The Heart Left at Home
The fox did not thrash. He did not beg. He sat on the slick back of the fish in the killing water and clicked his tongue, as though the only problem were a small one of manners.
"Why did you not say so on the sand?" he said. "We foxes do not carry our hearts with us when we travel. We leave them at home, safe. If I had known the king wanted my heart, I would have fetched it. Now you have brought me all this way for nothing."
The fish stared. "Is this true? You left your heart behind?"
"Of course it is true," the fox said. "Turn around. Take me back. I will fetch it, and then I will gladly come and be your king."
The fish believed him. They swung about and bore him back, and the moment his paws struck wet sand he leaped clear, rolled in the dry dirt of the dune, and laughed until his sides ached.
"Fools," he called down at the water. "If a creature could live without its heart, could it walk and breathe and laugh at you? Go tell your master the fox kept both his heart and his head."

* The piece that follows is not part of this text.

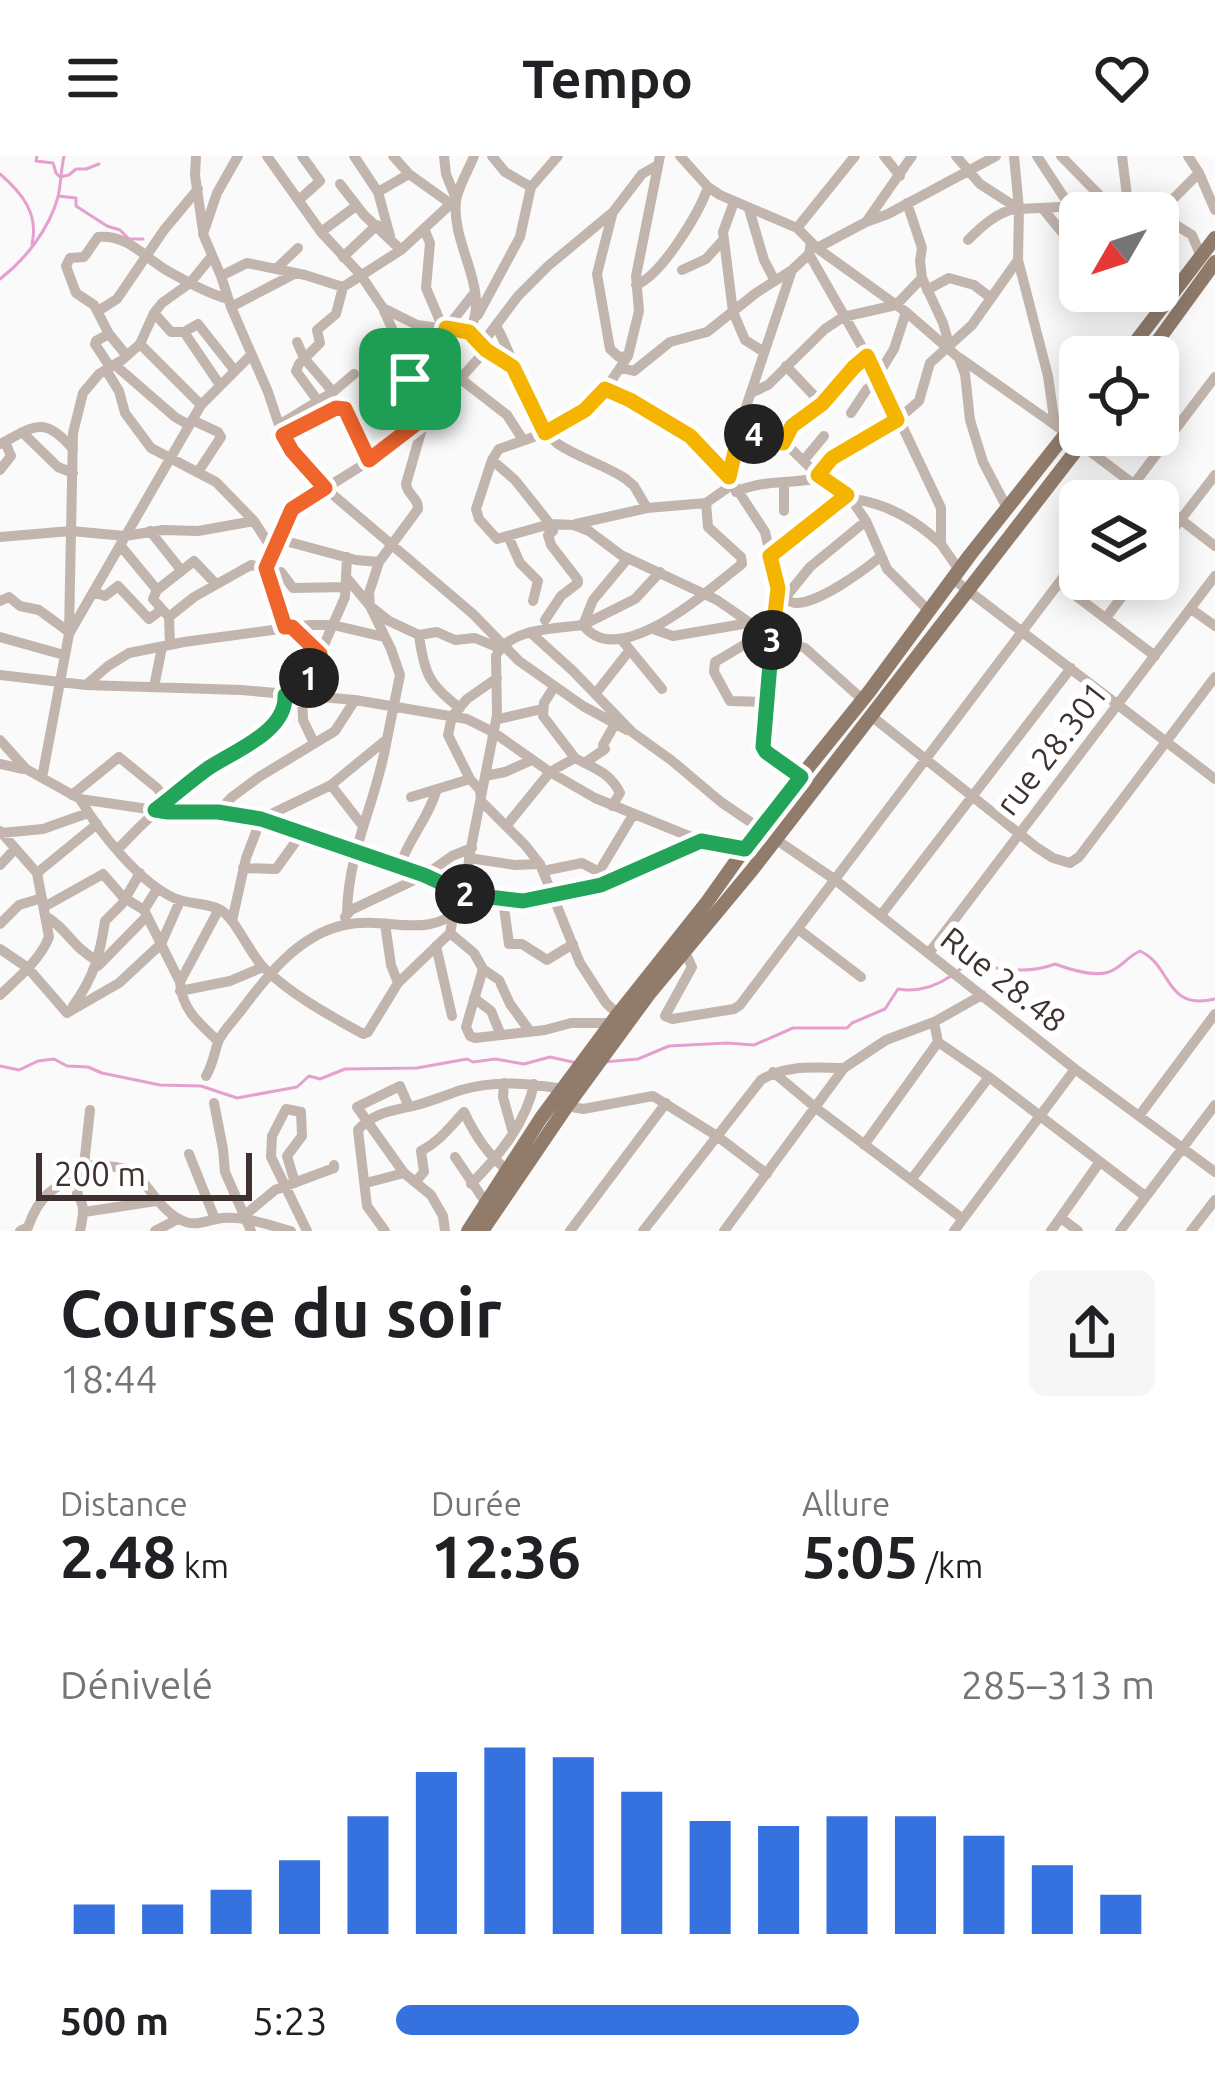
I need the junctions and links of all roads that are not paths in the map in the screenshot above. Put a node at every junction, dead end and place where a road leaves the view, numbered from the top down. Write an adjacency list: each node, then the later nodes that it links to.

The fish returned to the deep empty. When Leviathan heard how the fox had slipped the hook a second time, belly and wisdom intact, the great king of the sea did not roar. He spoke a single line of Proverbs, almost quietly. "The complacency of fools will destroy them." Then Leviathan ate the fish that had let the fox go, and the dry land kept its cleverest beast.
The Knife the Sage Stole
A sage could rob the angel as easily as a fox. When Rabbi Joshua ben Levi was about to die, Heaven granted him a wish, and the Angel of Death came to do his bidding. The rabbi asked to be shown his place in the world to come. "Give me your knife on the way," he said, "in case you frighten me." The angel handed it over.
At the wall of the garden the angel lifted him to see across, and the rabbi leaped down on the far side, swearing he would not come back. The knife was his. A voice from Heaven had to plead before he returned even that, since the blade was needed for everyone still living. The fox had wept his way out of the water. The rabbi had jumped a wall with the weapon in his hand. Death stood on both shores, robbed twice, holding nothing.